This short, evocative film presents images which recall the pervasive sense of terror in contemporary American life, where our government bombards us with vague, unspecified stories of looming attacks at every possible opportunity. (It did seem strange that the intelligence “chatter” about acts of terrorism was so high during the Democratic Convention, and in Ohio wherever votes were being counted, yet was absent during the Republican Convention.)
Lind combines footage of the Average Suburban Family with ominous scenes of military teams in gas masks, x-rays, diagrams of infected cells, and a nurse trying to cope with an unspecified disaster. These images are slowed down, blurred, colorized, and otherwise treated, skillfully blending them into an ominous montage. Hobart and Capella’s music adds to the feeling of slowly creeping menace.
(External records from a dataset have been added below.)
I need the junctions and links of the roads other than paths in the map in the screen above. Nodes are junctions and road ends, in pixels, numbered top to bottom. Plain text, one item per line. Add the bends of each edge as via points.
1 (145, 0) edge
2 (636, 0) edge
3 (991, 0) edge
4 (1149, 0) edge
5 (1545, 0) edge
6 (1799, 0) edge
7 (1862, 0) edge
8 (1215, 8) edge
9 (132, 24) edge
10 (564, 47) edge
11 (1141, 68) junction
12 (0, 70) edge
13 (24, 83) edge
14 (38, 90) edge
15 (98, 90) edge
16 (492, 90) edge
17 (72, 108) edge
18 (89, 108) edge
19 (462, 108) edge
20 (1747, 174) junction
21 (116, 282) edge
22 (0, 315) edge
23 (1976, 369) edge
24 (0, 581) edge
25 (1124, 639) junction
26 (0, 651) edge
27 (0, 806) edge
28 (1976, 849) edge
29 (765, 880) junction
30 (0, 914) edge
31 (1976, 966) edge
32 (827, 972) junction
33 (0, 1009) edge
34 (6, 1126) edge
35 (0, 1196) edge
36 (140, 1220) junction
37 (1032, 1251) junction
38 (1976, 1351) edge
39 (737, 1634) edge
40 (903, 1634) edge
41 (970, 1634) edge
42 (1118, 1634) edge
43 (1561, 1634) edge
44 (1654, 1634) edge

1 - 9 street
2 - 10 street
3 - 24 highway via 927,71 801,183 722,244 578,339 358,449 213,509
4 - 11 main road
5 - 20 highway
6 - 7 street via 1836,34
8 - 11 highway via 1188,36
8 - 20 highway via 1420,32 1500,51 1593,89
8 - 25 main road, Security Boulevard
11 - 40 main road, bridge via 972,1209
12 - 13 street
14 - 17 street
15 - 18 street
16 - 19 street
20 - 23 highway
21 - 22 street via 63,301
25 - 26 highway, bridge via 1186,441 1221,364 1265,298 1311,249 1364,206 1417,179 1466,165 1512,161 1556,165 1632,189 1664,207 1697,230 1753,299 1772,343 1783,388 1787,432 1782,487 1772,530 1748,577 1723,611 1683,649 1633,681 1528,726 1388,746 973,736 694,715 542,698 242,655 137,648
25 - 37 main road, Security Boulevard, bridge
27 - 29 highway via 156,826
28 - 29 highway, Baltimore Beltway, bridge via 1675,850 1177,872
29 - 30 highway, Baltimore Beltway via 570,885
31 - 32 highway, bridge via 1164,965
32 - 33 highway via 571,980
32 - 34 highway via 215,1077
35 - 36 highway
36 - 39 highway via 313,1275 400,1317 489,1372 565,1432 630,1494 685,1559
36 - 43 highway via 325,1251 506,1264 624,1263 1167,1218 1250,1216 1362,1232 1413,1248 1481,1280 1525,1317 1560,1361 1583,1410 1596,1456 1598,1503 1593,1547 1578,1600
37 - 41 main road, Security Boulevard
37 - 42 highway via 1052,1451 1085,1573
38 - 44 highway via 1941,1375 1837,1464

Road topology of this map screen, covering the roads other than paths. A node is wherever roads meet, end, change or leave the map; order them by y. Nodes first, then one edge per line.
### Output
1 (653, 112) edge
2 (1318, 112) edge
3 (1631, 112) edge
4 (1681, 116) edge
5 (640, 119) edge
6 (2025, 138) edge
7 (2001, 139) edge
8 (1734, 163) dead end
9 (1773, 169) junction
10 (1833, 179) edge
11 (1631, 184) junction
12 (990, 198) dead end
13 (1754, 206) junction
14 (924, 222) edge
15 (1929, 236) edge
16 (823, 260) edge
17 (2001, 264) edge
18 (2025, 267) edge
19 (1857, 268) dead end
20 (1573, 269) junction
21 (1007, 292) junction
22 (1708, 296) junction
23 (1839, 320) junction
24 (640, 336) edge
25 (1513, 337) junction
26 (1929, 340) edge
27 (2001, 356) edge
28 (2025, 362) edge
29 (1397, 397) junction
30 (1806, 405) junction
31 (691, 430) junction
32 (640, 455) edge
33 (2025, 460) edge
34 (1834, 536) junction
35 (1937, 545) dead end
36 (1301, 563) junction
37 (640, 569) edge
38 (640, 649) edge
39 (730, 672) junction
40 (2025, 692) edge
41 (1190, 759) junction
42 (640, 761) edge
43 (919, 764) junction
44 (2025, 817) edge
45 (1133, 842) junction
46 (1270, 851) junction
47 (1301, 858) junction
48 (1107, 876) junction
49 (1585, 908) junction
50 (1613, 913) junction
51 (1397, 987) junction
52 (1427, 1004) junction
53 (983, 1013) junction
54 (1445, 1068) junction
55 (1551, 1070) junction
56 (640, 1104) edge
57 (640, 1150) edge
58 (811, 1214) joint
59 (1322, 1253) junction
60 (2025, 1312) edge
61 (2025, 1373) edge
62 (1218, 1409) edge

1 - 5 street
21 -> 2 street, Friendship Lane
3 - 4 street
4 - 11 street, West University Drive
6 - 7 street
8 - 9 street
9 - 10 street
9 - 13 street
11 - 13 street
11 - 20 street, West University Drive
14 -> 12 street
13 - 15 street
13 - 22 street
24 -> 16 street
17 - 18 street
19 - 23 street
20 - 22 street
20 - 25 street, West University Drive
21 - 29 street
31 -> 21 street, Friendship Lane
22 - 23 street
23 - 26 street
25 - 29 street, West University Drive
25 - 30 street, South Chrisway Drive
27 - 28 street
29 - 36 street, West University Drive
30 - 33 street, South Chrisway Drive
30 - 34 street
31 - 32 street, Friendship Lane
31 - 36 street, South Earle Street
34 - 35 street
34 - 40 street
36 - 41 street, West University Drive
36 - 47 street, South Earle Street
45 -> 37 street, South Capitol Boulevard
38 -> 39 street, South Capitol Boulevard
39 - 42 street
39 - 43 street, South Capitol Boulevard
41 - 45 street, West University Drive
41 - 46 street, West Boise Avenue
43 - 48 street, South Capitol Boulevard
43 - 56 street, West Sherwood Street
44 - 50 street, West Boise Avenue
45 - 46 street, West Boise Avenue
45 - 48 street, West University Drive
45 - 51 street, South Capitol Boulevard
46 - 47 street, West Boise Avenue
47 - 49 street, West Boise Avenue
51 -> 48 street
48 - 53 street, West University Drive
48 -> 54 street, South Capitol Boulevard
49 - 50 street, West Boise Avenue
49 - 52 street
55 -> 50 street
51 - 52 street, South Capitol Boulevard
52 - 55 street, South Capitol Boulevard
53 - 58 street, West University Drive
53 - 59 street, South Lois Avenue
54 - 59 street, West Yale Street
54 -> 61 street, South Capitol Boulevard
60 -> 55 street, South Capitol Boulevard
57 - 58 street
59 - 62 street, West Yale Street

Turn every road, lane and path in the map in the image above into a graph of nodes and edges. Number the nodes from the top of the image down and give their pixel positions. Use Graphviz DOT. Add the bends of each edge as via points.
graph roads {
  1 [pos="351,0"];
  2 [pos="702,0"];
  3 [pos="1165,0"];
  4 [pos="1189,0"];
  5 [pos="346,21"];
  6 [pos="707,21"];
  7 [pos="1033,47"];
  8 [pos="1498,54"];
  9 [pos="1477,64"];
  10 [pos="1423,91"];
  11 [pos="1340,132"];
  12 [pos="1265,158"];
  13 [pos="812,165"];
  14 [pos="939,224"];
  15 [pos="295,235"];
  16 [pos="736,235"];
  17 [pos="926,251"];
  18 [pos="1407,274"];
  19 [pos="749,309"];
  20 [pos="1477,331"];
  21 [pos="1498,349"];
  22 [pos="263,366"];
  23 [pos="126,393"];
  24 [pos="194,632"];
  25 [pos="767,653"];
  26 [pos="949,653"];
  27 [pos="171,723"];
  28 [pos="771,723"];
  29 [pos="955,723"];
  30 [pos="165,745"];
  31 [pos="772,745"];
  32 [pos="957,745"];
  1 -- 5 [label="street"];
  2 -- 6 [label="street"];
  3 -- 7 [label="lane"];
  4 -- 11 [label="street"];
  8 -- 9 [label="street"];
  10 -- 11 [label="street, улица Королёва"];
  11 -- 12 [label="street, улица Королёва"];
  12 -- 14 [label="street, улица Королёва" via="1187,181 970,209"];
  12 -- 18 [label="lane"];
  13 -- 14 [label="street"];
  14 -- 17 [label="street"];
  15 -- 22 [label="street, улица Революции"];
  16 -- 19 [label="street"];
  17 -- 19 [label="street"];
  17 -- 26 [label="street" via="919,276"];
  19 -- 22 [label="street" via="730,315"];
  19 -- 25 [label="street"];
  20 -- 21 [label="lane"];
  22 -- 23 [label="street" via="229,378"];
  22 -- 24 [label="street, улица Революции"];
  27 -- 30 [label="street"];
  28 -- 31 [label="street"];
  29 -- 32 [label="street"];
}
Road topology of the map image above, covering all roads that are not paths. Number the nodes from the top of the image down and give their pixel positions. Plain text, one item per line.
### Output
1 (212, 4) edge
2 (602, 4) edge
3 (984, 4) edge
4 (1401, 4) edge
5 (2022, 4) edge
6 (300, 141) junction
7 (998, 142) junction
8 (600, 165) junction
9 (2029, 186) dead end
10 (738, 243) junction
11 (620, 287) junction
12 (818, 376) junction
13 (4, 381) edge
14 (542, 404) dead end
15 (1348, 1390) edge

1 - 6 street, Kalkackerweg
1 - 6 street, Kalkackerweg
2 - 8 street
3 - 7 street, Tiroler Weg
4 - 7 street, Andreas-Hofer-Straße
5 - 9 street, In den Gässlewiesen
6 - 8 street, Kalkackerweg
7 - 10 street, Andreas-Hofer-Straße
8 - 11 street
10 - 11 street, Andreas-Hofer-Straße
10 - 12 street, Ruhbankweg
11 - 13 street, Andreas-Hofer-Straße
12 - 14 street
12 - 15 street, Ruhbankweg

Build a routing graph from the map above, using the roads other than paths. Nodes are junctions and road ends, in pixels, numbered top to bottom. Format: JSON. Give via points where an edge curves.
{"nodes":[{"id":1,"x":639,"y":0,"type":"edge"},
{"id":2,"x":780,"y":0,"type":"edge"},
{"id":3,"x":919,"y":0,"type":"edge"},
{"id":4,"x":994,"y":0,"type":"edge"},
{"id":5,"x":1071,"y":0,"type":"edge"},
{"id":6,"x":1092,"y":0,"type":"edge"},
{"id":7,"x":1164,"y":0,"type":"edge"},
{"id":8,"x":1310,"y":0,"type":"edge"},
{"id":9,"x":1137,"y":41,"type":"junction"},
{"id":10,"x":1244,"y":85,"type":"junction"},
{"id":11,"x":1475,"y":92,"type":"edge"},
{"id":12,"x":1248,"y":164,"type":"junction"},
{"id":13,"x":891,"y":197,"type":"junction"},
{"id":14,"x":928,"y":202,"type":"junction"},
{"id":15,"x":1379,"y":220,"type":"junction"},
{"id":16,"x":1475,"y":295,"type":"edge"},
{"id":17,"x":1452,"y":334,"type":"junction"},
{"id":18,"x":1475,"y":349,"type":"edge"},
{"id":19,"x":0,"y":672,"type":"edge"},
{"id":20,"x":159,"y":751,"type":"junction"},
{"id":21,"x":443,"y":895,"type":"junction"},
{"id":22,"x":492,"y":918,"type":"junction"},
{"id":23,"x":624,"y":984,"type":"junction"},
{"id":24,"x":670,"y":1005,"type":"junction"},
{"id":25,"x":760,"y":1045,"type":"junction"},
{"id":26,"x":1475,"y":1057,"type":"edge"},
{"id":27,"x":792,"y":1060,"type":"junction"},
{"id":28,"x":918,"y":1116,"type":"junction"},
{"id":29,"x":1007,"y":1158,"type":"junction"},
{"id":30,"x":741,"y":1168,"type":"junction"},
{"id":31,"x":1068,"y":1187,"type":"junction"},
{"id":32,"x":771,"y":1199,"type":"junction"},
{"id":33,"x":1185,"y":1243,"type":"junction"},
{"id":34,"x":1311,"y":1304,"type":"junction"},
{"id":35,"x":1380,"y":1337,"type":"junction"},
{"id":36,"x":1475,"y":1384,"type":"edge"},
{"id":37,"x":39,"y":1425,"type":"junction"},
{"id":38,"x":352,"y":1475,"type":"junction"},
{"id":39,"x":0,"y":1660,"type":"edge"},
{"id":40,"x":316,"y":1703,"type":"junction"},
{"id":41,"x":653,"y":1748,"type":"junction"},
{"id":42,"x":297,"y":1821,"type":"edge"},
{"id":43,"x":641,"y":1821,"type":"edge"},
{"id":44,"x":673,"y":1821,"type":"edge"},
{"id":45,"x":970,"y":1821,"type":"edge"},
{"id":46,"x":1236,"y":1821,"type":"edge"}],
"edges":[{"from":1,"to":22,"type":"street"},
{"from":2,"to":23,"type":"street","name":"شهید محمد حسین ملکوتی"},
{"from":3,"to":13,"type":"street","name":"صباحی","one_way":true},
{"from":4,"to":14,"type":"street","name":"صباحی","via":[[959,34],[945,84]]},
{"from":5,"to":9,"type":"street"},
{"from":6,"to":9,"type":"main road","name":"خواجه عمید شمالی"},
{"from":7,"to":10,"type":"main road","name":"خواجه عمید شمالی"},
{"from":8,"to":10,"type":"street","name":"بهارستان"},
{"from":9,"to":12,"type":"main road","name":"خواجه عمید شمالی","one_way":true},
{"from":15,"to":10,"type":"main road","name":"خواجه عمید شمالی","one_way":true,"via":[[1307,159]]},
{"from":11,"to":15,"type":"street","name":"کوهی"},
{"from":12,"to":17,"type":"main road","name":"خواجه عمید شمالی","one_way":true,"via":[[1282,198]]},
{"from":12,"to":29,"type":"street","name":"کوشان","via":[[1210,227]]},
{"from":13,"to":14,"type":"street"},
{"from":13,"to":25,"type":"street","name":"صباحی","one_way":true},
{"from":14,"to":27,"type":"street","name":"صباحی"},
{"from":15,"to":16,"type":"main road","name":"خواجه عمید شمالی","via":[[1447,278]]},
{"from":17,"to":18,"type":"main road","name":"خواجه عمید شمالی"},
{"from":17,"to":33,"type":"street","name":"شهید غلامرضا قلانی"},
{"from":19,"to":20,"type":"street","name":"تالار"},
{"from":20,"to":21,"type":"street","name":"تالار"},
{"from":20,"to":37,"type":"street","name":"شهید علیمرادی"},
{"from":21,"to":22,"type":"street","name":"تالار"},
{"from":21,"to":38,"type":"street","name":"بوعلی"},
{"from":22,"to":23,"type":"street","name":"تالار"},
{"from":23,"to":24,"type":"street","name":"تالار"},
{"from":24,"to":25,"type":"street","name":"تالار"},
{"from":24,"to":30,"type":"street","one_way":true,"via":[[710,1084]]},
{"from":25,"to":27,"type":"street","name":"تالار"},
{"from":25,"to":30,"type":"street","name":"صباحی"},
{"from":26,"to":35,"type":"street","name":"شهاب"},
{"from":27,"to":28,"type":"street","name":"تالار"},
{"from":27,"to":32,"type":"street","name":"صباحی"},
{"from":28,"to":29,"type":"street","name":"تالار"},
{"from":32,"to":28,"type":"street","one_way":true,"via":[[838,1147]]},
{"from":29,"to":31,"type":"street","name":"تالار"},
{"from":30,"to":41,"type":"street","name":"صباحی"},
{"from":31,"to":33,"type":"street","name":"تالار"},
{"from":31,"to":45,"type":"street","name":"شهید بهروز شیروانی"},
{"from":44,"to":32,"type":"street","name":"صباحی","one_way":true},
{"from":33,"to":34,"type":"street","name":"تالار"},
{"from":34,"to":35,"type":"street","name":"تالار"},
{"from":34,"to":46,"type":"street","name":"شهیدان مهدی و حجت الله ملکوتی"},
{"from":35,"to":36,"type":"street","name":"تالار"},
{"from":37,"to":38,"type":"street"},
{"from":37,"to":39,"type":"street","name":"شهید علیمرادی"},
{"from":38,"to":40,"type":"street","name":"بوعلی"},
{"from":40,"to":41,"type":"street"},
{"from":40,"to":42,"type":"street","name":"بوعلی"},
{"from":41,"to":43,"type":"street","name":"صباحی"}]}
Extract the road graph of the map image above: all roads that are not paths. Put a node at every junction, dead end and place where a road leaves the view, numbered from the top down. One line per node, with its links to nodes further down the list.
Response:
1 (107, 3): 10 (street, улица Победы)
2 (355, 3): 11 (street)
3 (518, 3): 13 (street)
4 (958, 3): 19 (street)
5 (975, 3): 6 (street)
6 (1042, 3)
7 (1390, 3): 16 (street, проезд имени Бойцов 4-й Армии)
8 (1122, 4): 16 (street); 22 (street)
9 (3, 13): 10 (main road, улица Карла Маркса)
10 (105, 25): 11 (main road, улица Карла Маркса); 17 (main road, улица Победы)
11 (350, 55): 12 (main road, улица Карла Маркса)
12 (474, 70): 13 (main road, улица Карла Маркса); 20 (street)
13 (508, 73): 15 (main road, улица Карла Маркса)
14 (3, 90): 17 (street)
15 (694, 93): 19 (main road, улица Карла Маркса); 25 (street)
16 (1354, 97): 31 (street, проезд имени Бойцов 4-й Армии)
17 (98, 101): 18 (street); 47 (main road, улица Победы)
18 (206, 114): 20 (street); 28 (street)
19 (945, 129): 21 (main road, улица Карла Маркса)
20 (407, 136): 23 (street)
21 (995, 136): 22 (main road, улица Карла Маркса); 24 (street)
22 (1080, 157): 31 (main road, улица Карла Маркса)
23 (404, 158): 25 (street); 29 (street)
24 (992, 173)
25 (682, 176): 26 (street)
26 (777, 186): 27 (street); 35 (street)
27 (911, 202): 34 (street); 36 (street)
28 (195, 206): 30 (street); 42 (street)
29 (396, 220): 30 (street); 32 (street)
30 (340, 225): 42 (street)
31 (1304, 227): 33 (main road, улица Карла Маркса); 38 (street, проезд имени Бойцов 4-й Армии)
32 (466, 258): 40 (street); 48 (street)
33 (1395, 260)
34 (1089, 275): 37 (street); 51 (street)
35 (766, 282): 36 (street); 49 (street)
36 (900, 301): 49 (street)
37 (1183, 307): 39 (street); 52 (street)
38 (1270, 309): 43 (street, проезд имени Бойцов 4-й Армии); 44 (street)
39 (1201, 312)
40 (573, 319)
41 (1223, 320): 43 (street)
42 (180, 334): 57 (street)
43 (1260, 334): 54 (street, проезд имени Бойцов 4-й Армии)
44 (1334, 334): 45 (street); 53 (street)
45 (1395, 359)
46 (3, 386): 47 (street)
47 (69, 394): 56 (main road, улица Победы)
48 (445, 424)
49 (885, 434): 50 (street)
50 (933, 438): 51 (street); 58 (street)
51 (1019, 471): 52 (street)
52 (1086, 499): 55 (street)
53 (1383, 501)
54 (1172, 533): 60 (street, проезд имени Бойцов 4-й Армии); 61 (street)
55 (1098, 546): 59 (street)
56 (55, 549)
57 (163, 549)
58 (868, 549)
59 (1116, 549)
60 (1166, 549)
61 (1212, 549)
Having seen quite a few films in this genre recently, I have to ask myself what exactly is the point of an artist making a film which merely recreates the floating, unspecified sense of threat which the Bush administration seems to find it so useful to instill in the public? Certainly we all recognize that there are real networks of terrorists who are actually working on plots to commit terrible deeds, both here and elsewhere. But this doesn’t excuse the Bush administration’s tactic of holding America hostage to its destructive agenda, by keeping us in a constant state of fear. Do films like this one, which provide images of that state of fear, without providing an explicit critique of it’s political uses, merely aid the Bush agenda? I’m still not sure.